Exercise ->
All entries are to be transcribed verbatim, but images are not carried over.

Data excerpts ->
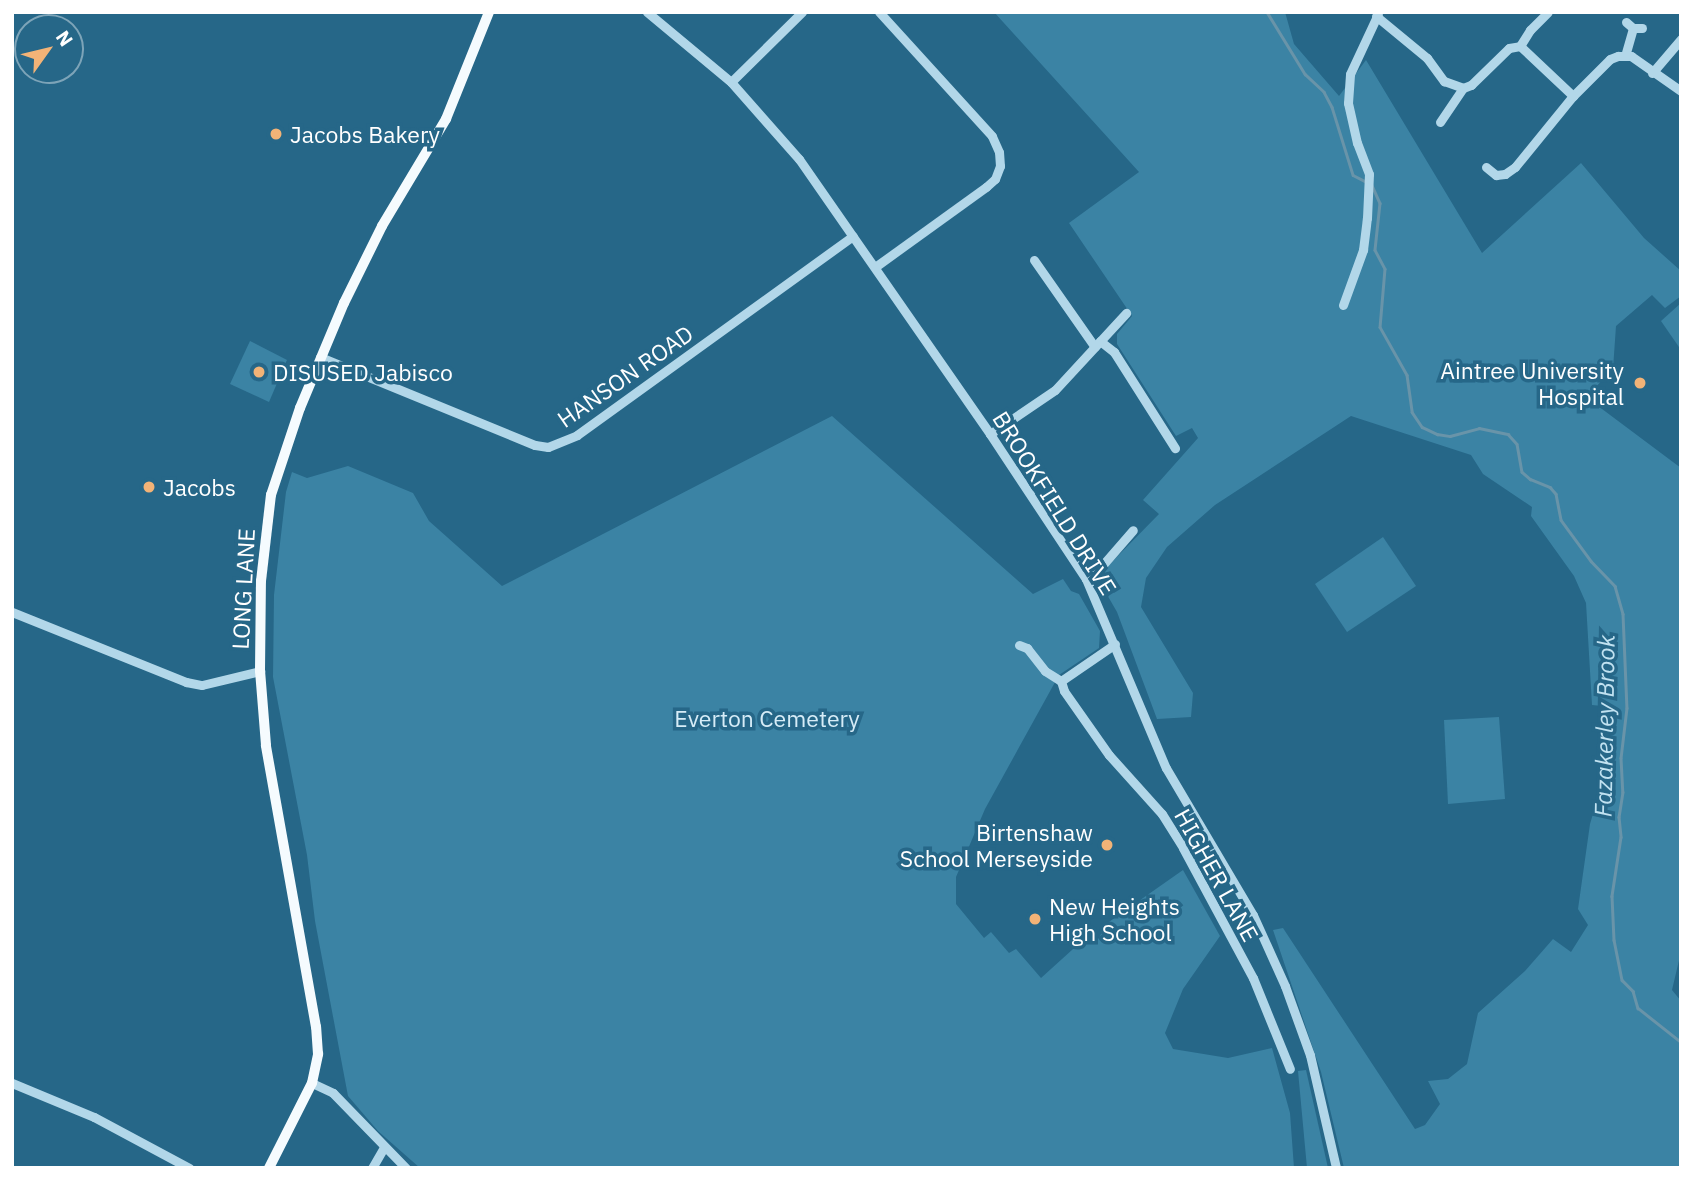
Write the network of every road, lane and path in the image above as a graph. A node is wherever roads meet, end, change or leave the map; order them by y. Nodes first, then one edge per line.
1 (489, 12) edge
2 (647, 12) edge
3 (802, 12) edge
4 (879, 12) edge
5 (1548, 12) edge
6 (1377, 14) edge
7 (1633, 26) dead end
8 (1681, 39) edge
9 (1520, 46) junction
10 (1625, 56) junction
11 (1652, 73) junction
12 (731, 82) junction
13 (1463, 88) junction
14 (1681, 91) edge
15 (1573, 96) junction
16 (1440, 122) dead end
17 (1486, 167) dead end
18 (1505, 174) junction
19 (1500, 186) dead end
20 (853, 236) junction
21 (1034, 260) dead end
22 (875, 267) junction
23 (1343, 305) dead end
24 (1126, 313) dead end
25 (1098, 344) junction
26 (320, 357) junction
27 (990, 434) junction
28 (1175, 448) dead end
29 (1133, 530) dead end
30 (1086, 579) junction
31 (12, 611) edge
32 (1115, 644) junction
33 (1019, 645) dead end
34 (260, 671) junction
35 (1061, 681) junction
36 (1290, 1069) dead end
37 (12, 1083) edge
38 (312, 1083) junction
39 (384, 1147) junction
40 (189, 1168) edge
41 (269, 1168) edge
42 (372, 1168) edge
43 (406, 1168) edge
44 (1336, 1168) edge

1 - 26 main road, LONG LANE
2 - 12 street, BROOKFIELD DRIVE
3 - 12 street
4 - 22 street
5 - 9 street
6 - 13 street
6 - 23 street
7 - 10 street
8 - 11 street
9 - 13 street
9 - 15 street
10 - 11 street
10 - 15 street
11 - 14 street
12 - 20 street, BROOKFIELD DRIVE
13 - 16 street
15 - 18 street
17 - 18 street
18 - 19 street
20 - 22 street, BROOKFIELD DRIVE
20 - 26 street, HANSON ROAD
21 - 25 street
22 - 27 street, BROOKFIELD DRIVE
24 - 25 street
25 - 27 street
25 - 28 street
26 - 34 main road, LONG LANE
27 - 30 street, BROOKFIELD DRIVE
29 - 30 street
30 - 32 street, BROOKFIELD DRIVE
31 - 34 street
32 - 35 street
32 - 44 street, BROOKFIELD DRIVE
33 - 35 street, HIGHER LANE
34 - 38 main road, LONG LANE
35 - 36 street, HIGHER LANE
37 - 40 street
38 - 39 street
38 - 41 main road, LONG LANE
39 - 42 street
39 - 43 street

Answer area ->
Write the network of every road, lane and path in the image above as a graph. A node is wherever roads meet, end, change or leave the map; order them by y. Nodes first, then one edge per line.
1 (489, 12) edge
2 (647, 12) edge
3 (802, 12) edge
4 (879, 12) edge
5 (1548, 12) edge
6 (1377, 14) edge
7 (1633, 26) dead end
8 (1681, 39) edge
9 (1520, 46) junction
10 (1625, 56) junction
11 (1652, 73) junction
12 (731, 82) junction
13 (1463, 88) junction
14 (1681, 91) edge
15 (1573, 96) junction
16 (1440, 122) dead end
17 (1486, 167) dead end
18 (1505, 174) junction
19 (1500, 186) dead end
20 (853, 236) junction
21 (1034, 260) dead end
22 (875, 267) junction
23 (1343, 305) dead end
24 (1126, 313) dead end
25 (1098, 344) junction
26 (320, 357) junction
27 (990, 434) junction
28 (1175, 448) dead end
29 (1133, 530) dead end
30 (1086, 579) junction
31 (12, 611) edge
32 (1115, 644) junction
33 (1019, 645) dead end
34 (260, 671) junction
35 (1061, 681) junction
36 (1290, 1069) dead end
37 (12, 1083) edge
38 (312, 1083) junction
39 (384, 1147) junction
40 (189, 1168) edge
41 (269, 1168) edge
42 (372, 1168) edge
43 (406, 1168) edge
44 (1336, 1168) edge

1 - 26 main road, LONG LANE
2 - 12 street, BROOKFIELD DRIVE
3 - 12 street
4 - 22 street
5 - 9 street
6 - 13 street
6 - 23 street
7 - 10 street
8 - 11 street
9 - 13 street
9 - 15 street
10 - 11 street
10 - 15 street
11 - 14 street
12 - 20 street, BROOKFIELD DRIVE
13 - 16 street
15 - 18 street
17 - 18 street
18 - 19 street
20 - 22 street, BROOKFIELD DRIVE
20 - 26 street, HANSON ROAD
21 - 25 street
22 - 27 street, BROOKFIELD DRIVE
24 - 25 street
25 - 27 street
25 - 28 street
26 - 34 main road, LONG LANE
27 - 30 street, BROOKFIELD DRIVE
29 - 30 street
30 - 32 street, BROOKFIELD DRIVE
31 - 34 street
32 - 35 street
32 - 44 street, BROOKFIELD DRIVE
33 - 35 street, HIGHER LANE
34 - 38 main road, LONG LANE
35 - 36 street, HIGHER LANE
37 - 40 street
38 - 39 street
38 - 41 main road, LONG LANE
39 - 42 street
39 - 43 street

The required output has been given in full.